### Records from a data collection
..........
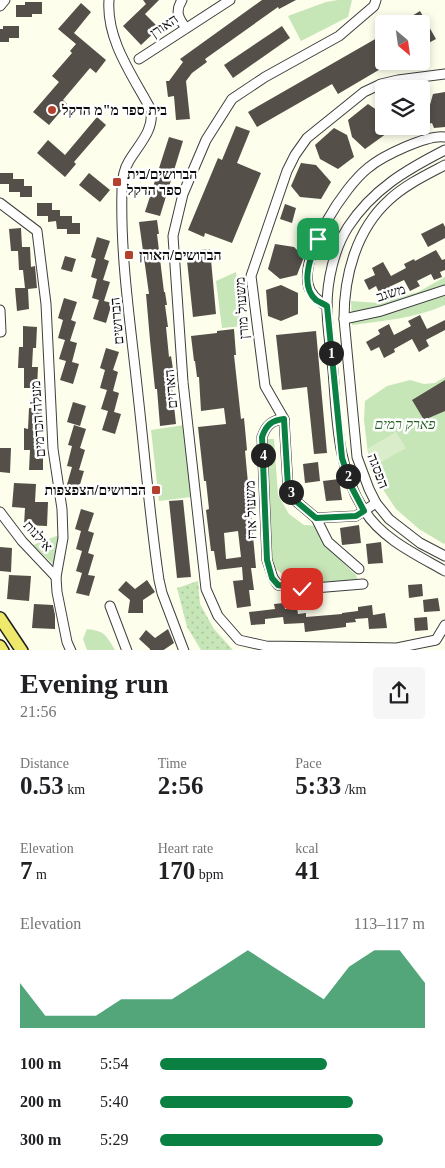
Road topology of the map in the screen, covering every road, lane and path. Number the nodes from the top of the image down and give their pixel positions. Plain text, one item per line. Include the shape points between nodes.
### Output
1 (5, 0) edge
2 (109, 0) edge
3 (182, 0) edge
4 (230, 0) edge
5 (376, 0) edge
6 (0, 6) edge
7 (186, 28) junction
8 (140, 59) dead end
9 (445, 74) edge
10 (445, 137) edge
11 (445, 150) edge
12 (445, 165) edge
13 (0, 202) edge
14 (445, 290) edge
15 (327, 306) junction
16 (0, 310) edge
17 (344, 319) junction
18 (1, 332) edge
19 (284, 419) junction
20 (376, 503) junction
21 (364, 511) junction
22 (0, 512) edge
23 (316, 518) junction
24 (445, 556) edge
25 (359, 569) dead end
26 (445, 571) edge
27 (56, 577) junction
28 (363, 584) dead end
29 (110, 606) dead end
30 (0, 618) edge
31 (445, 625) edge
32 (0, 646) edge
33 (3, 650) edge
34 (22, 650) edge
35 (71, 650) edge
36 (127, 650) edge
37 (184, 650) edge

1 - 6 street
2 - 37 street, הברושים via 113,38 151,110 148,133 129,160 123,177 123,243 153,544 165,601
3 - 7 street via 177,13
4 - 7 street, האורן
5 - 31 street, הארזים via 374,6 340,36 232,99 206,140 183,194 174,236 183,382 196,506 206,589 218,616 240,640 266,646 397,648 436,640
7 - 8 street, האורן
9 - 19 street, משעול מורן via 398,80 364,92 307,138 294,155 251,276 265,386
10 - 15 street via 432,136 399,150 368,168 349,188 318,239 308,273 308,285 315,299
11 - 15 street, הפסגה via 389,183 364,206 347,228 330,275
12 - 17 street, הפסגה via 390,199 375,214 359,241 348,274
13 - 27 street, מעלה הכרמים via 37,232 40,250 47,318 53,449 62,509 63,538
14 - 17 street, משגב via 380,312
15 - 21 street, הפסגה via 342,458
16 - 18 street
17 - 20 street, הפסגה via 357,456
19 - 23 street, משעול מורן via 288,487 297,502
19 - 28 street, משעול ארז via 266,427 262,437 267,560 272,578 278,585 302,589
20 - 21 street
20 - 24 street, הפסגה via 412,537
21 - 23 street via 356,516
21 - 26 street, הפסגה via 392,540
22 - 27 street, אילנות
23 - 25 street via 328,542
27 - 35 street, מעלה הכרמים
29 - 36 street
30 - 34 main road
32 - 33 main road

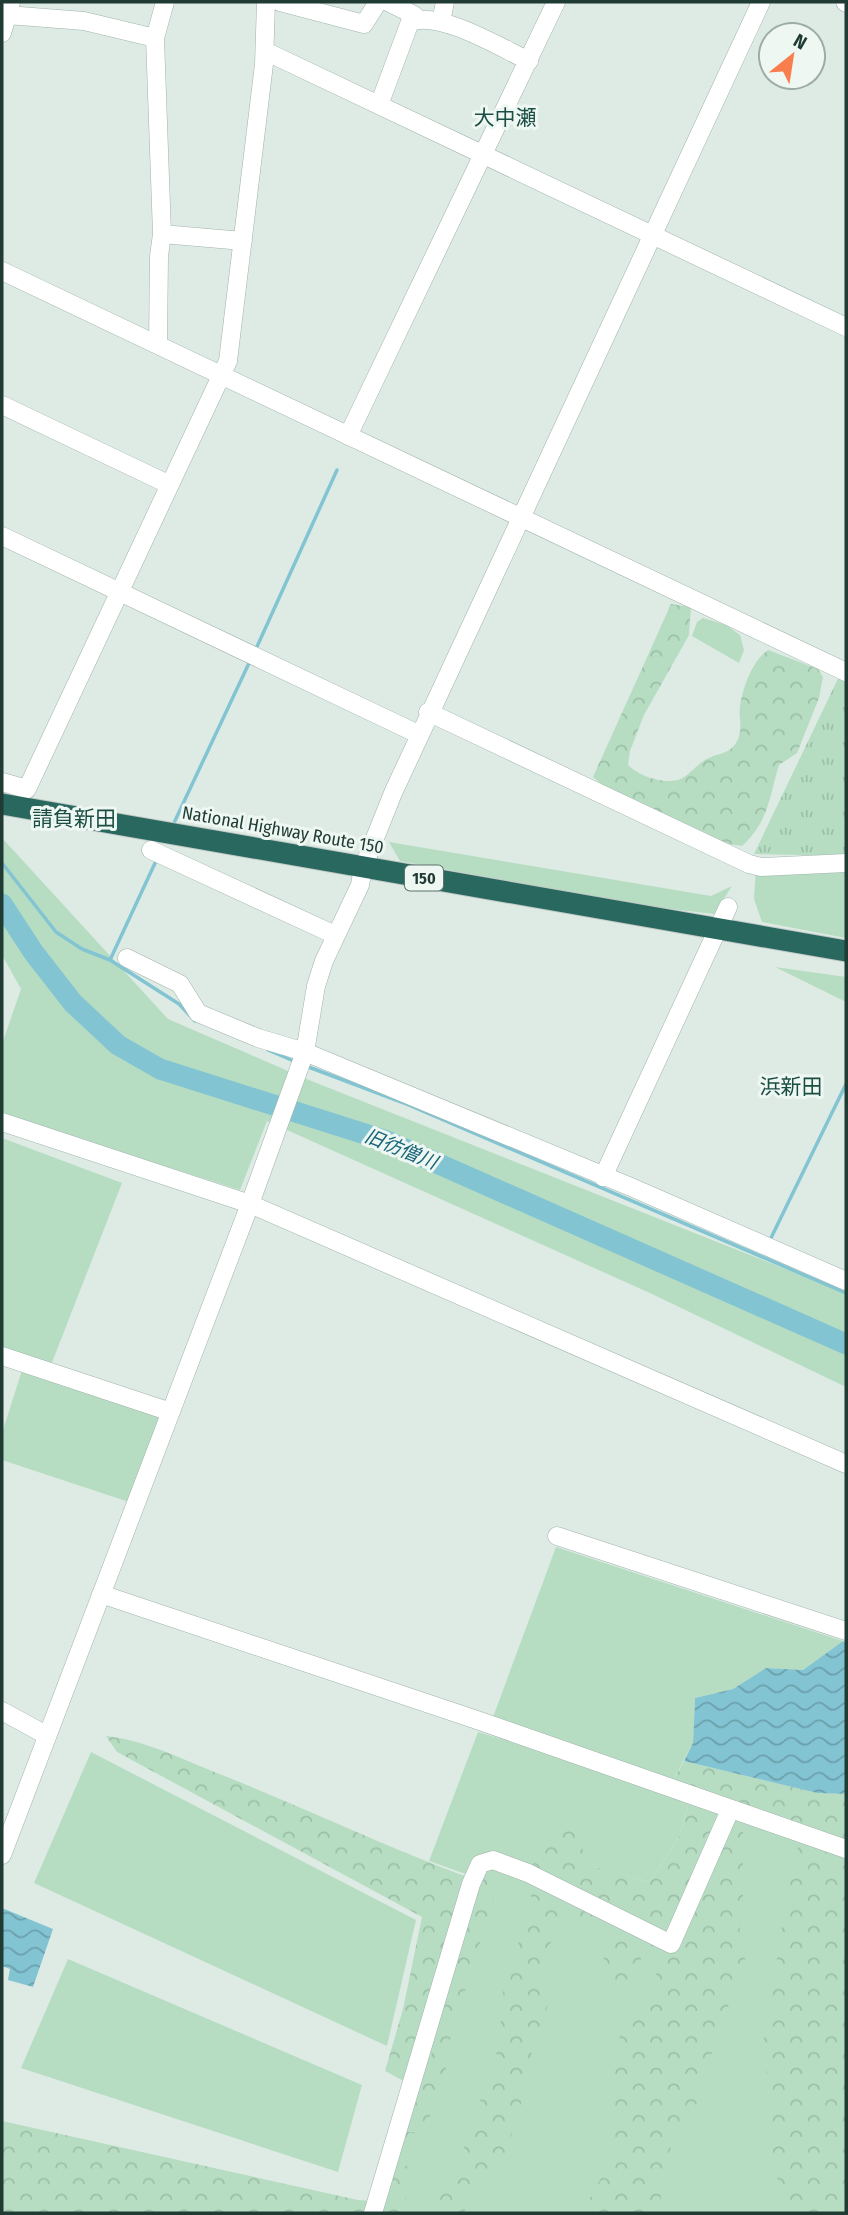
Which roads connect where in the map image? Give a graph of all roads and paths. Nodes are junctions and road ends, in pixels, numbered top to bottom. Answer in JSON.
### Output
{"nodes":[{"id":1,"x":164,"y":2,"type":"edge"},
{"id":2,"x":266,"y":2,"type":"edge"},
{"id":3,"x":281,"y":2,"type":"edge"},
{"id":4,"x":378,"y":2,"type":"edge"},
{"id":5,"x":388,"y":2,"type":"edge"},
{"id":6,"x":445,"y":2,"type":"edge"},
{"id":7,"x":556,"y":2,"type":"edge"},
{"id":8,"x":761,"y":2,"type":"edge"},
{"id":9,"x":9,"y":8,"type":"edge"},
{"id":10,"x":415,"y":20,"type":"junction"},
{"id":11,"x":441,"y":22,"type":"junction"},
{"id":12,"x":2,"y":33,"type":"edge"},
{"id":13,"x":155,"y":38,"type":"junction"},
{"id":14,"x":265,"y":51,"type":"junction"},
{"id":15,"x":528,"y":61,"type":"junction"},
{"id":16,"x":379,"y":105,"type":"junction"},
{"id":17,"x":485,"y":155,"type":"junction"},
{"id":18,"x":162,"y":233,"type":"junction"},
{"id":19,"x":651,"y":234,"type":"junction"},
{"id":20,"x":243,"y":241,"type":"junction"},
{"id":21,"x":2,"y":271,"type":"edge"},
{"id":22,"x":846,"y":327,"type":"edge"},
{"id":23,"x":158,"y":345,"type":"junction"},
{"id":24,"x":222,"y":375,"type":"junction"},
{"id":25,"x":2,"y":405,"type":"edge"},
{"id":26,"x":348,"y":436,"type":"junction"},
{"id":27,"x":170,"y":485,"type":"junction"},
{"id":28,"x":518,"y":517,"type":"junction"},
{"id":29,"x":2,"y":536,"type":"edge"},
{"id":30,"x":120,"y":592,"type":"junction"},
{"id":31,"x":845,"y":669,"type":"edge"},
{"id":32,"x":428,"y":712,"type":"junction"},
{"id":33,"x":418,"y":734,"type":"junction"},
{"id":34,"x":2,"y":782,"type":"edge"},
{"id":35,"x":2,"y":804,"type":"edge"},
{"id":36,"x":151,"y":850,"type":"dead end"},
{"id":37,"x":846,"y":863,"type":"edge"},
{"id":38,"x":363,"y":868,"type":"junction"},
{"id":39,"x":728,"y":907,"type":"dead end"},
{"id":40,"x":717,"y":929,"type":"junction"},
{"id":41,"x":335,"y":935,"type":"junction"},
{"id":42,"x":846,"y":951,"type":"edge"},
{"id":43,"x":127,"y":958,"type":"dead end"},
{"id":44,"x":305,"y":1052,"type":"junction"},
{"id":45,"x":2,"y":1122,"type":"edge"},
{"id":46,"x":603,"y":1177,"type":"junction"},
{"id":47,"x":250,"y":1204,"type":"junction"},
{"id":48,"x":846,"y":1281,"type":"edge"},
{"id":49,"x":2,"y":1356,"type":"edge"},
{"id":50,"x":171,"y":1412,"type":"junction"},
{"id":51,"x":846,"y":1464,"type":"edge"},
{"id":52,"x":557,"y":1536,"type":"dead end"},
{"id":53,"x":101,"y":1594,"type":"junction"},
{"id":54,"x":846,"y":1631,"type":"edge"},
{"id":55,"x":2,"y":1711,"type":"edge"},
{"id":56,"x":46,"y":1735,"type":"junction"},
{"id":57,"x":730,"y":1810,"type":"junction"},
{"id":58,"x":846,"y":1849,"type":"edge"},
{"id":59,"x":2,"y":1855,"type":"edge"},
{"id":60,"x":373,"y":2213,"type":"edge"}],
"edges":[{"from":1,"to":13,"type":"street"},
{"from":2,"to":14,"type":"street"},
{"from":3,"to":4,"type":"street"},
{"from":5,"to":10,"type":"street"},
{"from":6,"to":11,"type":"street"},
{"from":7,"to":15,"type":"street"},
{"from":8,"to":19,"type":"street"},
{"from":9,"to":12,"type":"street"},
{"from":9,"to":13,"type":"street"},
{"from":10,"to":11,"type":"street"},
{"from":10,"to":16,"type":"street"},
{"from":11,"to":15,"type":"street"},
{"from":13,"to":18,"type":"street"},
{"from":14,"to":16,"type":"street"},
{"from":14,"to":20,"type":"street"},
{"from":15,"to":17,"type":"street"},
{"from":16,"to":17,"type":"street"},
{"from":17,"to":19,"type":"street"},
{"from":17,"to":26,"type":"street"},
{"from":18,"to":20,"type":"street"},
{"from":18,"to":23,"type":"street"},
{"from":19,"to":22,"type":"street"},
{"from":19,"to":28,"type":"street"},
{"from":20,"to":24,"type":"street"},
{"from":21,"to":23,"type":"street"},
{"from":23,"to":24,"type":"street"},
{"from":24,"to":26,"type":"street"},
{"from":24,"to":27,"type":"street"},
{"from":25,"to":27,"type":"street"},
{"from":26,"to":28,"type":"street"},
{"from":27,"to":30,"type":"street"},
{"from":28,"to":31,"type":"street"},
{"from":28,"to":32,"type":"street"},
{"from":29,"to":30,"type":"street"},
{"from":30,"to":33,"type":"street"},
{"from":30,"to":34,"type":"street"},
{"from":32,"to":33,"type":"street"},
{"from":32,"to":37,"type":"street"},
{"from":33,"to":38,"type":"street"},
{"from":35,"to":38,"type":"highway","name":"National Highway Route 150","number":"150"},
{"from":36,"to":41,"type":"street"},
{"from":38,"to":40,"type":"highway","name":"National Highway Route 150","number":"150"},
{"from":38,"to":41,"type":"street"},
{"from":39,"to":40,"type":"street"},
{"from":40,"to":42,"type":"highway","name":"National Highway Route 150","number":"150"},
{"from":40,"to":46,"type":"street"},
{"from":41,"to":44,"type":"street"},
{"from":43,"to":44,"type":"street"},
{"from":44,"to":46,"type":"street"},
{"from":44,"to":47,"type":"street"},
{"from":45,"to":47,"type":"street"},
{"from":46,"to":48,"type":"street"},
{"from":47,"to":50,"type":"street"},
{"from":47,"to":51,"type":"street"},
{"from":49,"to":50,"type":"street"},
{"from":50,"to":53,"type":"street"},
{"from":52,"to":54,"type":"street"},
{"from":53,"to":56,"type":"street"},
{"from":53,"to":57,"type":"street"},
{"from":55,"to":56,"type":"street"},
{"from":56,"to":59,"type":"street"},
{"from":57,"to":58,"type":"street"},
{"from":57,"to":60,"type":"street"}]}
..........
### Exercise instructions
Copy each line above that contains the string "מורן".

### Exercise response
9 - 19 street, משעול מורן via 398,80 364,92 307,138 294,155 251,276 265,386
19 - 23 street, משעול מורן via 288,487 297,502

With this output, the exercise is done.